A report published on Thursday by the Global Initiative Against Transnational Organised Crime has said government policies that view migration as a contagion risk are driving vulnerable migrants into the arms of criminal organisations.
Lucia Bird, a senior analyst at Global Initiative and author of the recent report, told OCCRP in an interview on Friday that, while recognising that states are “having to adapt at lightning speed” to the spread of the virus, more attention should be paid to how hostile immigration policies fuel and exacerbate the dangers of human smuggling.
“Irregular migrants and refugees are already extremely vulnerable to human rights violations, both at the hands of organised crime, and more broadly due to their limited ability to access support and resources,” she said.
“If the environment for migration continues in this way, operating risks for smugglers go up, and time and again we’ve seen these are passed onto irregular migrants. In order to operate successfully in a more difficult environment, smuggling networks need to work more professionally, and will often be reliant on state collusion, driving public corruption,” she added.
Human smuggling differs from human trafficking, in that smugglers move migrants across borders, often for a fee, while traffickers can also operate within countries and usually seek to exploit those they are transporting.
Global Initiative’s report explains that while the two definitions remain separate, the two activities can be hard to distinguish, and that in either case the dangers are very real for those being moved by criminal organisations.
Earlier in March, OCCRP reported that Mozambican authorities had discovered the bodies of 64 migrants who had suffocated to death in a sealed shipping container in the north-eastern province of Tete.
Having been tested for coronavirus and subsequently detained, the 14 survivors reportedly said they were attempting to make the journey from Ethiopia to South Africa after Mozambique closed its borders in response to the pandemic.
Global Initiative’s report cites the incident as a crucial case study in how the disease will affect human smuggling around the world.
These deaths “may only be the first warning sign of the greater risks migrants are prepared to take to overcome border restrictions imposed during COVID-19, and the extreme danger they face in doing so,” it reads.
The closure of official entry points, increased security at borders, decreased movement within countries and disruption to air travel are all factors that Bird says will force migrants to seek out smugglers who can help them complete their journey via other means.
In response to such measures, the report further warns that these ‘other means’ will become increasingly dangerous.
“Smugglers moving further underground to evade detection have been repeatedly tracked to take riskier routes or use more dangerous transport mechanics, such as sealed lorry containers, or even smaller boats, with catastrophic consequences for migrant safety,” it reads.

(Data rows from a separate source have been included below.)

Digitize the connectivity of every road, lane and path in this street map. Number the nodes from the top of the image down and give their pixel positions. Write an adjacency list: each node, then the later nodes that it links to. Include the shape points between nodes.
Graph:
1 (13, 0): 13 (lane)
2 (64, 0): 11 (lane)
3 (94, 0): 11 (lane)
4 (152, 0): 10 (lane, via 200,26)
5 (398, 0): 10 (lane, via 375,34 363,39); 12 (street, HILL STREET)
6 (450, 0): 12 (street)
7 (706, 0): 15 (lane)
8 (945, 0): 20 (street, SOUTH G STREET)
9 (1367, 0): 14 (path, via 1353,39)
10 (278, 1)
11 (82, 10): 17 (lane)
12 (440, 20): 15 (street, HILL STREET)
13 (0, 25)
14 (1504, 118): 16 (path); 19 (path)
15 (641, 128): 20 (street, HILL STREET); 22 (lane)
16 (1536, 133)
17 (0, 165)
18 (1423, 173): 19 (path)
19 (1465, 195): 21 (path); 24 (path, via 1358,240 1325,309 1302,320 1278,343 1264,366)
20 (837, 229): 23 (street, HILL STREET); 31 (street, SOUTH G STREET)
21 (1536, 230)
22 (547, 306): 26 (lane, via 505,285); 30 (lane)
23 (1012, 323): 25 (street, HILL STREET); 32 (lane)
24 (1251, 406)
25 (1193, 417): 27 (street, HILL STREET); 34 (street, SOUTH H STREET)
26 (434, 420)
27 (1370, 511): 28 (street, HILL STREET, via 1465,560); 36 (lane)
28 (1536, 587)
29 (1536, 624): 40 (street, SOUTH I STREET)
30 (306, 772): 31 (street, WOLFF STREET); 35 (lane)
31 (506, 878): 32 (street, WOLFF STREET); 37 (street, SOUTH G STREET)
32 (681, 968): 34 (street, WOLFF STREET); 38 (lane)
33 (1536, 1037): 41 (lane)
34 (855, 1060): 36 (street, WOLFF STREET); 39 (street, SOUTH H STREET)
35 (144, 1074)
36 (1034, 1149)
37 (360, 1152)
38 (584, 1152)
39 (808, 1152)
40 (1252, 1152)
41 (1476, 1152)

Georgios Antonopoulos, a criminology professor at Teesside University in the UK, thinks that it is unlikely the increased dangers for migrants amid the global lockdown will prompt any kind of effective response at policy level.
“I’m very sceptical,” he said. “Governments tend to treat migration as a simple question of criminality, rather than a culmination of economic factors that motivate people to migrate."
Antonopoulos further points out that such policies are affecting migrants in other, more indirect ways, such as interrupting operations by anti-trafficking organisations and other NGOs that provide support to people vulnerable to exploitation by organised criminal actors.
OCCRP reported in March that the closure of the Vietnam-China border due to the virus has suspended efforts by a group that rescues women and girls trafficked into slavery and sexual exploitation.
Antonopoulos adds that he is “100% certain” the forecasted economic downturn in the aftermath of the pandemic will also negatively impact migrant welfare in other areas.
“A recession will worsen things significantly - for instance, by blurring even further the boundaries between technically legal employment and the various illegal activities behind it,” he said.
“Just look at Qatar, where African migrants are already at a significant disadvantage under sponsorship schemes that tie workers to their employers. This is completely legal in the country, but the routes these people often take and the actors they can be dependent on mean that it is nonetheless a very real form of exploitation,” he added.
Bird’s report states that while it is difficult to provide exact estimates, it is believed that the majority of the world’s 30 million migrants will have turned to human smugglers at some point in their journey.
In 2017, the United Nations’ International Organisation for Migration estimated that human smuggling around the world is a lucrative industry worth more than US$10 billion annually.
Given the forecasted increase in demand, it is highly likely that the value of such enterprises will only continue to go up.
Meanwhile, the report also adds that worldwide restrictions on movement for the foreseeable future will put stationary migrant populations, such as those residing in refugee camps, at extreme risk of “humanitarian disaster” should they be exposed to the virus.